### [EXERCISE GOAL]
Go through the records and give each one again exactly.
□ □ □ □
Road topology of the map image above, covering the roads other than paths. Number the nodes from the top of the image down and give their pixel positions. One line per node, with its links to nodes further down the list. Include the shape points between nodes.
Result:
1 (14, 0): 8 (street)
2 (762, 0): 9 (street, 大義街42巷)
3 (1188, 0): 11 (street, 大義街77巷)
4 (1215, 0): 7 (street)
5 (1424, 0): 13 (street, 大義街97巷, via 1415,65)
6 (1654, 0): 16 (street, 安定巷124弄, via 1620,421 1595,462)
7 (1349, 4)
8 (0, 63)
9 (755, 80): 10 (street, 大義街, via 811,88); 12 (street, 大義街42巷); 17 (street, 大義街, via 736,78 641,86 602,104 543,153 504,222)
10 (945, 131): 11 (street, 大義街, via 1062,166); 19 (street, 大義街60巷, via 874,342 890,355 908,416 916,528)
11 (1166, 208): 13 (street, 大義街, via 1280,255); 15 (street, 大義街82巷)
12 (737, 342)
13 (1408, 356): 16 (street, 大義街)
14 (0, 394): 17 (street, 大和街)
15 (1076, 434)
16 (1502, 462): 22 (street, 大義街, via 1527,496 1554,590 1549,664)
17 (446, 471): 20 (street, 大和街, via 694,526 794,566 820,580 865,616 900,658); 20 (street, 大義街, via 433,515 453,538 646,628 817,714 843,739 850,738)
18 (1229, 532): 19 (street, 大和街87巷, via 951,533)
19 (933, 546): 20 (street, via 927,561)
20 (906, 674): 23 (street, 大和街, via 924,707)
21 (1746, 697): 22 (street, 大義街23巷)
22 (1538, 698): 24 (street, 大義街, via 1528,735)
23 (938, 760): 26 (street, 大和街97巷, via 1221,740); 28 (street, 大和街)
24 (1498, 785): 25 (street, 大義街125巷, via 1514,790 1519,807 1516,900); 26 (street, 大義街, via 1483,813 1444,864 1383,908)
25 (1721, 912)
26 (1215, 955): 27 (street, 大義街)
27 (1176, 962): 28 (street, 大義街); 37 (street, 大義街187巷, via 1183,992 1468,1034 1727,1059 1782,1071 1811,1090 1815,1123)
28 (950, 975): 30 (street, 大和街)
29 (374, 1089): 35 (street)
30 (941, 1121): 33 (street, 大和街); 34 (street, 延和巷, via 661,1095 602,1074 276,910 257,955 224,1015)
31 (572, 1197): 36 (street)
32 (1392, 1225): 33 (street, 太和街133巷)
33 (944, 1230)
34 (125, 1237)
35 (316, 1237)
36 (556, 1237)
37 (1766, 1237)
□ □ □ □
### [REPLY TO THE EXERCISE]
Road topology of the map image above, covering the roads other than paths. Number the nodes from the top of the image down and give their pixel positions. One line per node, with its links to nodes further down the list. Include the shape points between nodes.
Result:
1 (14, 0): 8 (street)
2 (762, 0): 9 (street, 大義街42巷)
3 (1188, 0): 11 (street, 大義街77巷)
4 (1215, 0): 7 (street)
5 (1424, 0): 13 (street, 大義街97巷, via 1415,65)
6 (1654, 0): 16 (street, 安定巷124弄, via 1620,421 1595,462)
7 (1349, 4)
8 (0, 63)
9 (755, 80): 10 (street, 大義街, via 811,88); 12 (street, 大義街42巷); 17 (street, 大義街, via 736,78 641,86 602,104 543,153 504,222)
10 (945, 131): 11 (street, 大義街, via 1062,166); 19 (street, 大義街60巷, via 874,342 890,355 908,416 916,528)
11 (1166, 208): 13 (street, 大義街, via 1280,255); 15 (street, 大義街82巷)
12 (737, 342)
13 (1408, 356): 16 (street, 大義街)
14 (0, 394): 17 (street, 大和街)
15 (1076, 434)
16 (1502, 462): 22 (street, 大義街, via 1527,496 1554,590 1549,664)
17 (446, 471): 20 (street, 大和街, via 694,526 794,566 820,580 865,616 900,658); 20 (street, 大義街, via 433,515 453,538 646,628 817,714 843,739 850,738)
18 (1229, 532): 19 (street, 大和街87巷, via 951,533)
19 (933, 546): 20 (street, via 927,561)
20 (906, 674): 23 (street, 大和街, via 924,707)
21 (1746, 697): 22 (street, 大義街23巷)
22 (1538, 698): 24 (street, 大義街, via 1528,735)
23 (938, 760): 26 (street, 大和街97巷, via 1221,740); 28 (street, 大和街)
24 (1498, 785): 25 (street, 大義街125巷, via 1514,790 1519,807 1516,900); 26 (street, 大義街, via 1483,813 1444,864 1383,908)
25 (1721, 912)
26 (1215, 955): 27 (street, 大義街)
27 (1176, 962): 28 (street, 大義街); 37 (street, 大義街187巷, via 1183,992 1468,1034 1727,1059 1782,1071 1811,1090 1815,1123)
28 (950, 975): 30 (street, 大和街)
29 (374, 1089): 35 (street)
30 (941, 1121): 33 (street, 大和街); 34 (street, 延和巷, via 661,1095 602,1074 276,910 257,955 224,1015)
31 (572, 1197): 36 (street)
32 (1392, 1225): 33 (street, 太和街133巷)
33 (944, 1230)
34 (125, 1237)
35 (316, 1237)
36 (556, 1237)
37 (1766, 1237)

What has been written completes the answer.